BIODIESEL PRODUCTION USING CAVITATION TECHNIQUES

Abstract

The increasing industrialization and motorization of the world has lead to steep rise in the demand of petroleum based fuels. Moreover the finite reserves of crude oil are concentrated in certain regions of the world and most of the developing countries are net importer of the crude oil. Large outflow of foreign exchange and uncertainty in its availability is a matter of major concern for the developing countries like India. Excessive use of fossil fuels also resulted in global environmental degradation effects such as smog, greenhouse effect, acid rain, ozone layer depletion, climate change, etc. The main reason for increased pollution level inspite of stringent emission norms that have been enforced, is the increased demand for energy in all sectors and most significantly in the transport sector.
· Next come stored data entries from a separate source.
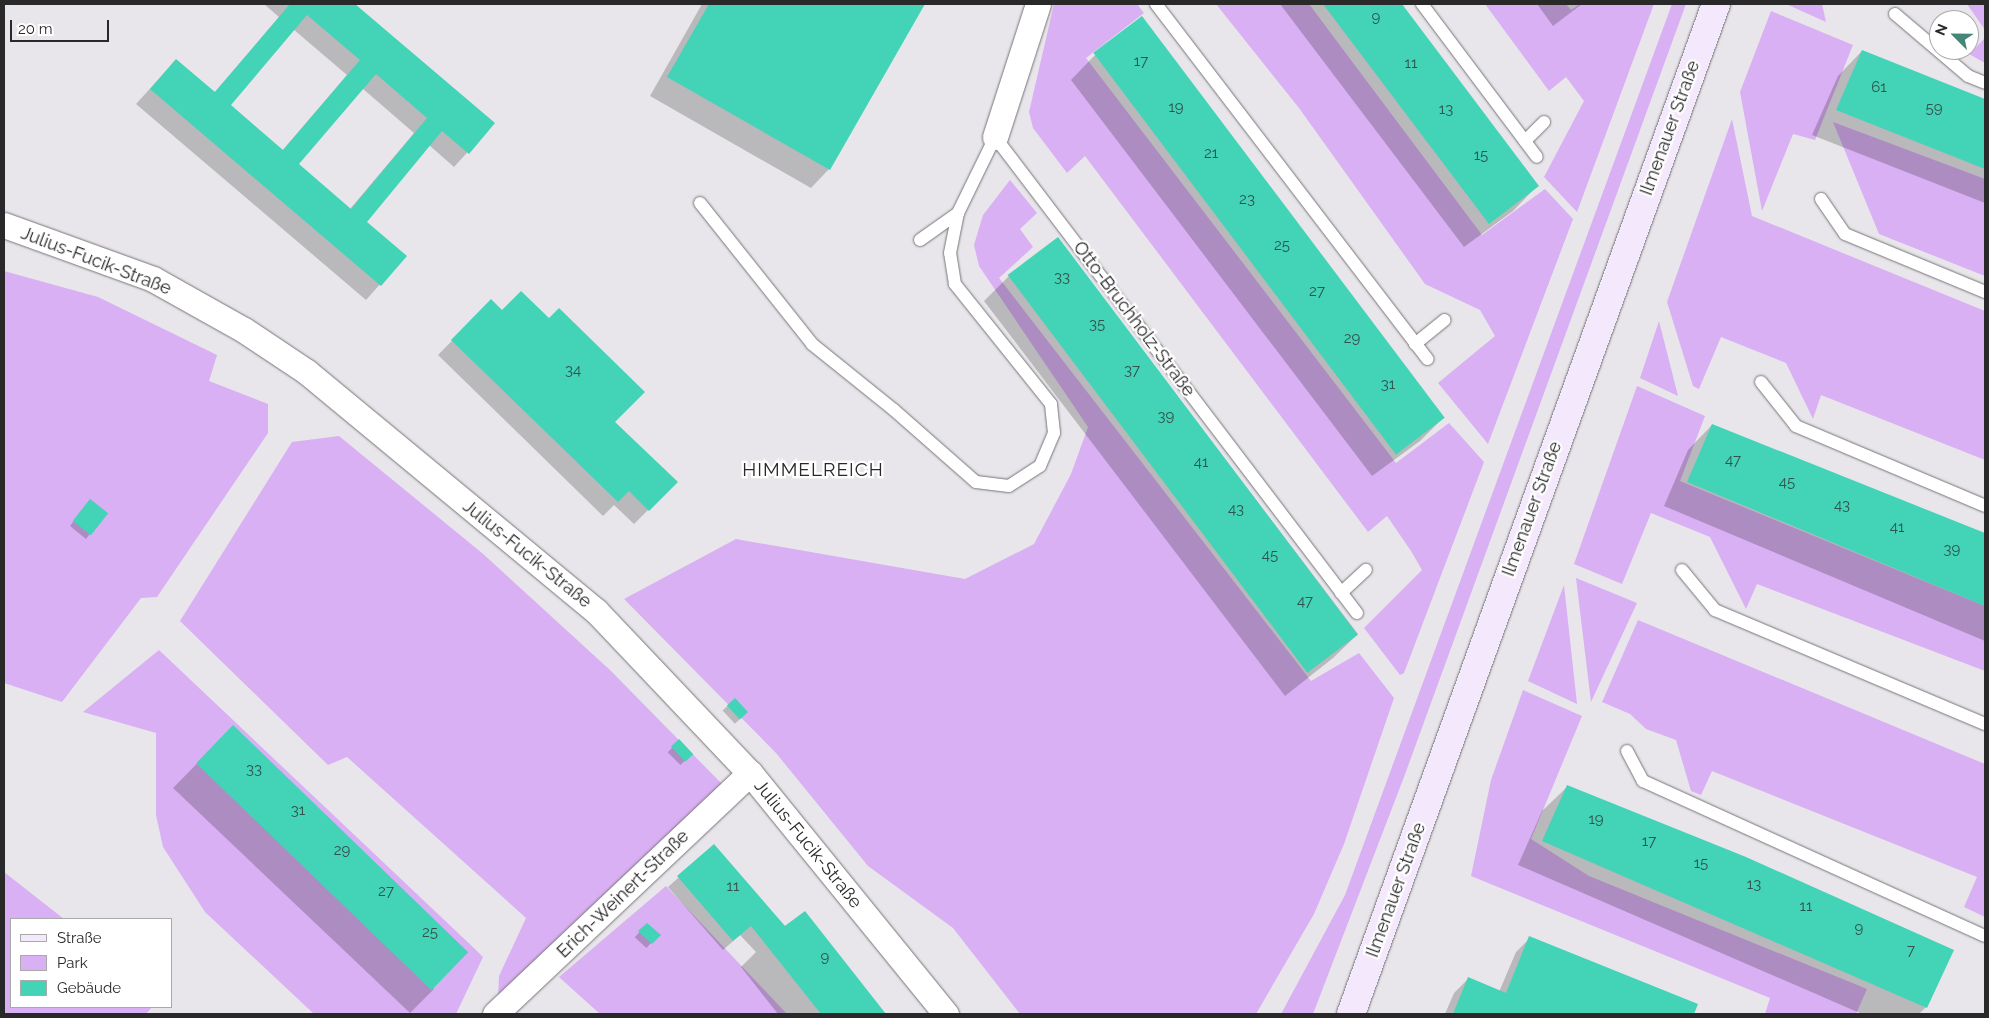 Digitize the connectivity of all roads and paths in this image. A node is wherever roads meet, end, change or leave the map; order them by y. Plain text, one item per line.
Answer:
1 (1038, 4) edge
2 (1156, 4) edge
3 (1422, 4) edge
4 (1716, 4) edge
5 (1895, 14) dead end
6 (1985, 83) edge
7 (1544, 122) dead end
8 (995, 137) junction
9 (1525, 141) junction
10 (1537, 157) dead end
11 (1822, 199) dead end
12 (700, 203) dead end
13 (958, 214) junction
14 (4, 224) edge
15 (920, 240) dead end
16 (1985, 292) edge
17 (1445, 320) dead end
18 (1415, 344) junction
19 (1427, 360) dead end
20 (1761, 382) dead end
21 (1985, 506) edge
22 (1366, 570) dead end
23 (1682, 570) dead end
24 (1341, 593) junction
25 (1357, 613) dead end
26 (1985, 724) edge
27 (1627, 751) dead end
28 (750, 773) junction
29 (1985, 936) edge
30 (495, 1014) edge
31 (946, 1014) edge
32 (1351, 1014) edge

1 - 8 street
2 - 18 lane
3 - 9 lane
4 - 32 main road, Ilmenauer Straße
5 - 6 lane
7 - 9 lane
8 - 13 lane
8 - 24 lane, Otto-Bruchholz-Straße
9 - 10 lane
11 - 16 lane
12 - 13 lane
13 - 15 lane
14 - 28 street, Julius-Fucik-Straße
17 - 18 lane
18 - 19 lane
20 - 21 lane
22 - 24 lane
23 - 26 lane
24 - 25 lane, Otto-Bruchholz-Straße
27 - 29 lane
28 - 30 street, Erich-Weinert-Straße
28 - 31 street, Julius-Fucik-Straße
Depleting reserves of crude petroleum, uncertainty in availability, environmental degradation and the rapid hike in petroleum prices have lead to search for the alternate fuels, with particular emphasis on the biofuels, that possess the advantage of being renewable and showing an ad-hoc advantage in reducing CO2 emissions. Biofuels made from agricultural products (oxygenated by nature) reduce the dependence on oil imports, support local agricultural industries and enhances farming incomes. Moreover, they also benefit in terms of reduced smokiness or particulate matter in engine exhausts. There are several factors that need to be taken care before recommending any alternate fuel to be used with existing technologies on a large scale. The main factors are stated below:-  Extent of modification required in existing hardwares, i.e., if any alternate fuel needs extensive modification in the existing hardware involving huge capital investment, then it may be difficult to implement. iii

 The investment cost for developing infrastructure to manufacture and supply of these alternate fuels. The excessive infrastructure cost may act as a deterrent to the development of the alternate energy resources.  Environmental compatibility as compared to conventional fuels.  Additional cost to the user in terms of routine maintenance, equipment wear and lubricating oil life. The excessive additional cost will have an adverse effect on the widespread acceptance of alternate fuels. Biodiesel is an alternate fuel, which has a high potential to gradually replace petro-diesel as it satisfies most of the parameters mentioned above. This research work primarily focus on conversion of non-edible oils into their methylesters. Oil extracted from Jatropha seeds forms the background of the experiments, however new oils such as Deodar oil and Semal oil were also explored and investigated for the first time. The present work highlights the advantages of using cavitation techniques for biodiesel production. A framework for optimization of various process parameters such as Molar ratio, Catalyst concenteration, Reaction time and Power supplied to ultrasonic transducers has been presented for biodiesel production from various types ultrasonic cavitation reactors. The optimization of these process parameters were also performed on a closed loop ultrasonic reactor. The set up of closed loop ultrasonic reactor was made for large scale batch type biodiesel production. Moreover the biodiesel production was carried out at different pressures. Ultrasonic irradiation in reaction mixture flowing under pressurized conditions resulted in significant reduction in reaction time. The closed loop ultrasonic reactor was then converted into a combined process reactor in order to increase the efficiency and reliability of the system. The set iv

up consist of a closed-loop circuit comprising a feed tank connected with a mechanical stirrer, a reciprocating pump and an ultrasonic reactor. Optimization of process parameters were also carried out for closed loop ultrasonic reactor. The economic viability of the power required for transesterification of vegetable oil into biodiesel is than carried out in terms of energy efficiency and energy use index. Energy requirements of biodiesel production under optimized conditions are then compared for various ultrasonic reactors for small scale and large scale biodiesel production. Overall energy balance is then carried out for various ultrasonic reactors. Double and Triple frequency flow cells showed improved reaction yield, reduced reaction time, reduced catalyst requirement and molar ratio, lower Specific Energy consumption and higher Energy Use Index. Power requirement increases whereas considerable reduction in optimal reaction time was observed in case of ultrasonic irradiation at pressurized condition as compared to ultrasonic irradiation in unpressurised flow of reaction mixture. The latter effect dominates and overall reduction in energy requirement was noticed in case of pressurised ultrasonics. The requirement of molar ratio and catalyst concenteration also reduces under pressurised ultrasonic conditions. Combined process reactor performed better on most of the parameters as compared to closed loop ultrasonic reactors, however the major advantage was improved reliability of biodiesel production system. Property testing of biodiesel so produced was carried out and most of the properties of the biodiesel were within the acceptable limits of Bureau of Indian Standards. Oxidative stability of Jatropha oil methyl esters was not lying within acceptable limits. The oxidative stability can be increased by use of suitable antioxidants.